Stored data
+ + + + + + +
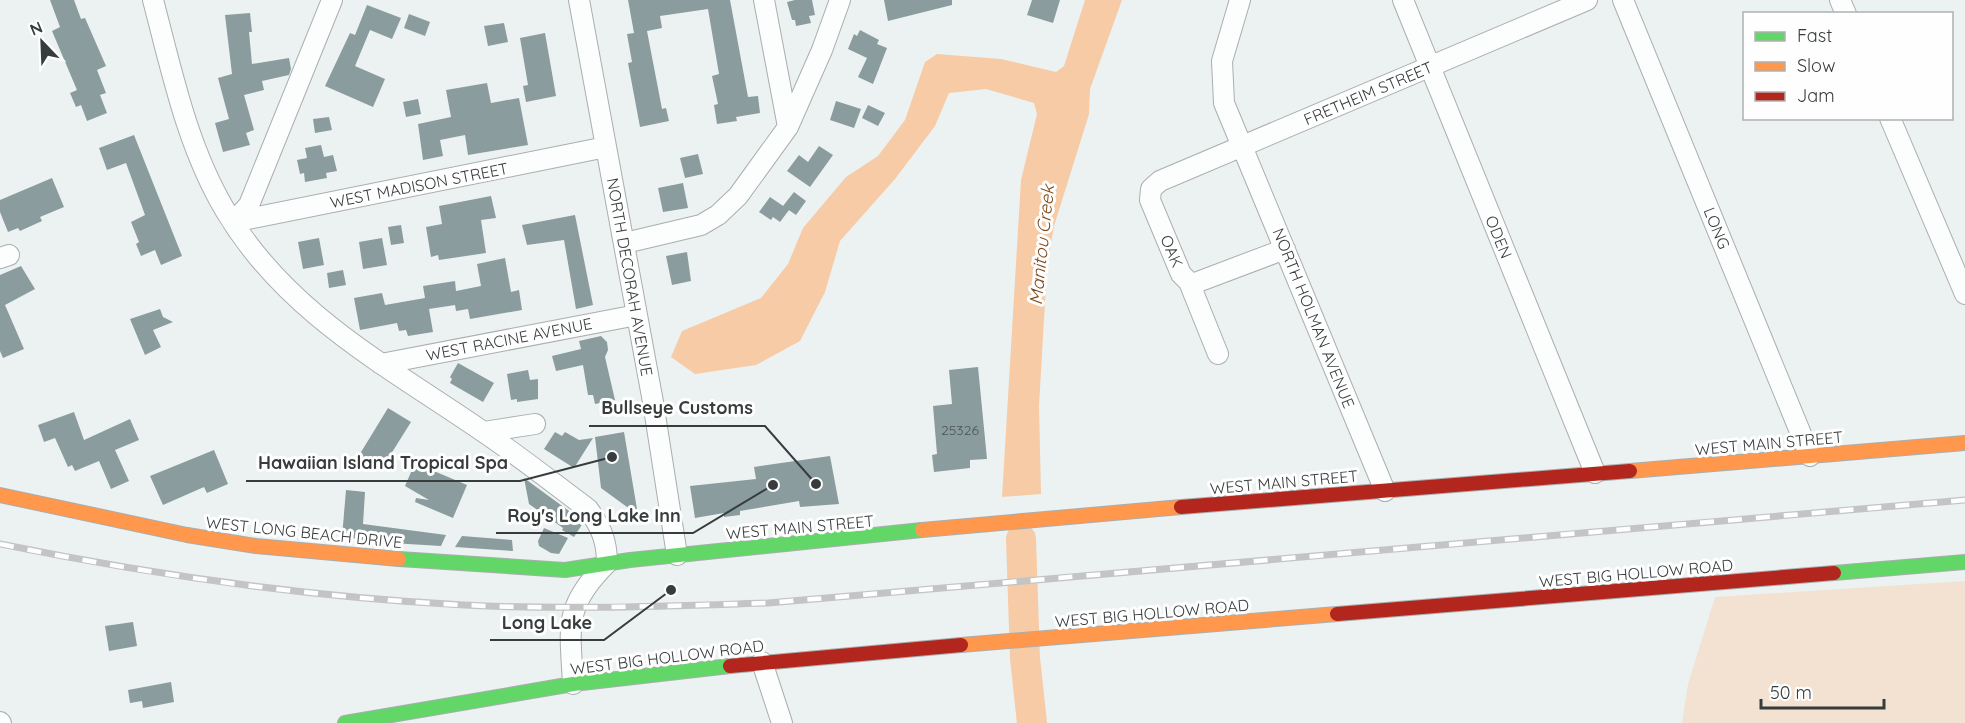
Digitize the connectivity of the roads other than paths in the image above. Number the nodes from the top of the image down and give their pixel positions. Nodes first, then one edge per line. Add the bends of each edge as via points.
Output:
1 (153, 0) edge
2 (332, 0) edge
3 (579, 0) edge
4 (764, 0) edge
5 (840, 0) edge
6 (1240, 0) edge
7 (1403, 0) edge
8 (1587, 0) edge
9 (1623, 0) edge
10 (1430, 67) junction
11 (1891, 120) edge
12 (788, 127) junction
13 (1242, 146) junction
14 (606, 147) junction
15 (1150, 189) joint
16 (233, 222) junction
17 (624, 243) junction
18 (1285, 249) junction
19 (1189, 282) junction
20 (1965, 294) edge
21 (637, 315) junction
22 (1218, 354) dead end
23 (381, 363) junction
24 (535, 424) dead end
25 (484, 432) junction
26 (1965, 443) edge
27 (1810, 456) junction
28 (1595, 473) junction
29 (1385, 490) junction
30 (1, 491) edge
31 (677, 555) junction
32 (1965, 562) edge
33 (607, 563) junction
34 (762, 662) junction
35 (573, 684) junction
36 (345, 723) edge
37 (782, 723) edge

1 - 16 street via 194,148
2 - 16 street via 249,205
3 - 14 street, NORTH DECORAH AVENUE
4 - 12 street
5 - 12 street
6 - 13 street via 1222,61 1221,80 1224,103
7 - 10 street, ODEN
8 - 10 street, FRETHEIM STREET
9 - 27 street, LONG
10 - 13 street, FRETHEIM STREET
10 - 28 street, ODEN
11 - 20 street
12 - 17 street via 738,196 718,215 701,225
13 - 15 street, FRETHEIM STREET via 1160,181
13 - 18 street, NORTH HOLMAN AVENUE
14 - 16 street, WEST MADISON STREET
14 - 17 street, NORTH DECORAH AVENUE
15 - 19 street, OAK via 1150,200 1181,273
16 - 23 street via 278,281 318,320
17 - 21 street, NORTH DECORAH AVENUE
18 - 19 street, OAK via 1196,283
18 - 29 street, NORTH HOLMAN AVENUE
19 - 22 street
21 - 23 street, WEST RACINE AVENUE
21 - 31 street, NORTH DECORAH AVENUE
23 - 25 street
24 - 25 street
25 - 33 street via 588,509 607,542
26 - 27 street, WEST MAIN STREET
27 - 28 street, WEST MAIN STREET
28 - 29 street, WEST MAIN STREET
29 - 31 street, WEST MAIN STREET via 1031,519
30 - 33 street, WEST LONG BEACH DRIVE via 187,535 334,555 565,570
31 - 33 street, WEST MAIN STREET
32 - 34 street, WEST BIG HOLLOW ROAD
33 - 35 street via 578,597 570,621
34 - 35 street, WEST BIG HOLLOW ROAD
34 - 37 street
35 - 36 street, WEST BIG HOLLOW ROAD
+ + + + + + +
Each record should be printed again precisely, though not its pictures.

• **The completed task**
Digitize the connectivity of the roads other than paths in the image above. Number the nodes from the top of the image down and give their pixel positions. Nodes first, then one edge per line. Add the bends of each edge as via points.
Output:
1 (153, 0) edge
2 (332, 0) edge
3 (579, 0) edge
4 (764, 0) edge
5 (840, 0) edge
6 (1240, 0) edge
7 (1403, 0) edge
8 (1587, 0) edge
9 (1623, 0) edge
10 (1430, 67) junction
11 (1891, 120) edge
12 (788, 127) junction
13 (1242, 146) junction
14 (606, 147) junction
15 (1150, 189) joint
16 (233, 222) junction
17 (624, 243) junction
18 (1285, 249) junction
19 (1189, 282) junction
20 (1965, 294) edge
21 (637, 315) junction
22 (1218, 354) dead end
23 (381, 363) junction
24 (535, 424) dead end
25 (484, 432) junction
26 (1965, 443) edge
27 (1810, 456) junction
28 (1595, 473) junction
29 (1385, 490) junction
30 (1, 491) edge
31 (677, 555) junction
32 (1965, 562) edge
33 (607, 563) junction
34 (762, 662) junction
35 (573, 684) junction
36 (345, 723) edge
37 (782, 723) edge

1 - 16 street via 194,148
2 - 16 street via 249,205
3 - 14 street, NORTH DECORAH AVENUE
4 - 12 street
5 - 12 street
6 - 13 street via 1222,61 1221,80 1224,103
7 - 10 street, ODEN
8 - 10 street, FRETHEIM STREET
9 - 27 street, LONG
10 - 13 street, FRETHEIM STREET
10 - 28 street, ODEN
11 - 20 street
12 - 17 street via 738,196 718,215 701,225
13 - 15 street, FRETHEIM STREET via 1160,181
13 - 18 street, NORTH HOLMAN AVENUE
14 - 16 street, WEST MADISON STREET
14 - 17 street, NORTH DECORAH AVENUE
15 - 19 street, OAK via 1150,200 1181,273
16 - 23 street via 278,281 318,320
17 - 21 street, NORTH DECORAH AVENUE
18 - 19 street, OAK via 1196,283
18 - 29 street, NORTH HOLMAN AVENUE
19 - 22 street
21 - 23 street, WEST RACINE AVENUE
21 - 31 street, NORTH DECORAH AVENUE
23 - 25 street
24 - 25 street
25 - 33 street via 588,509 607,542
26 - 27 street, WEST MAIN STREET
27 - 28 street, WEST MAIN STREET
28 - 29 street, WEST MAIN STREET
29 - 31 street, WEST MAIN STREET via 1031,519
30 - 33 street, WEST LONG BEACH DRIVE via 187,535 334,555 565,570
31 - 33 street, WEST MAIN STREET
32 - 34 street, WEST BIG HOLLOW ROAD
33 - 35 street via 578,597 570,621
34 - 35 street, WEST BIG HOLLOW ROAD
34 - 37 street
35 - 36 street, WEST BIG HOLLOW ROAD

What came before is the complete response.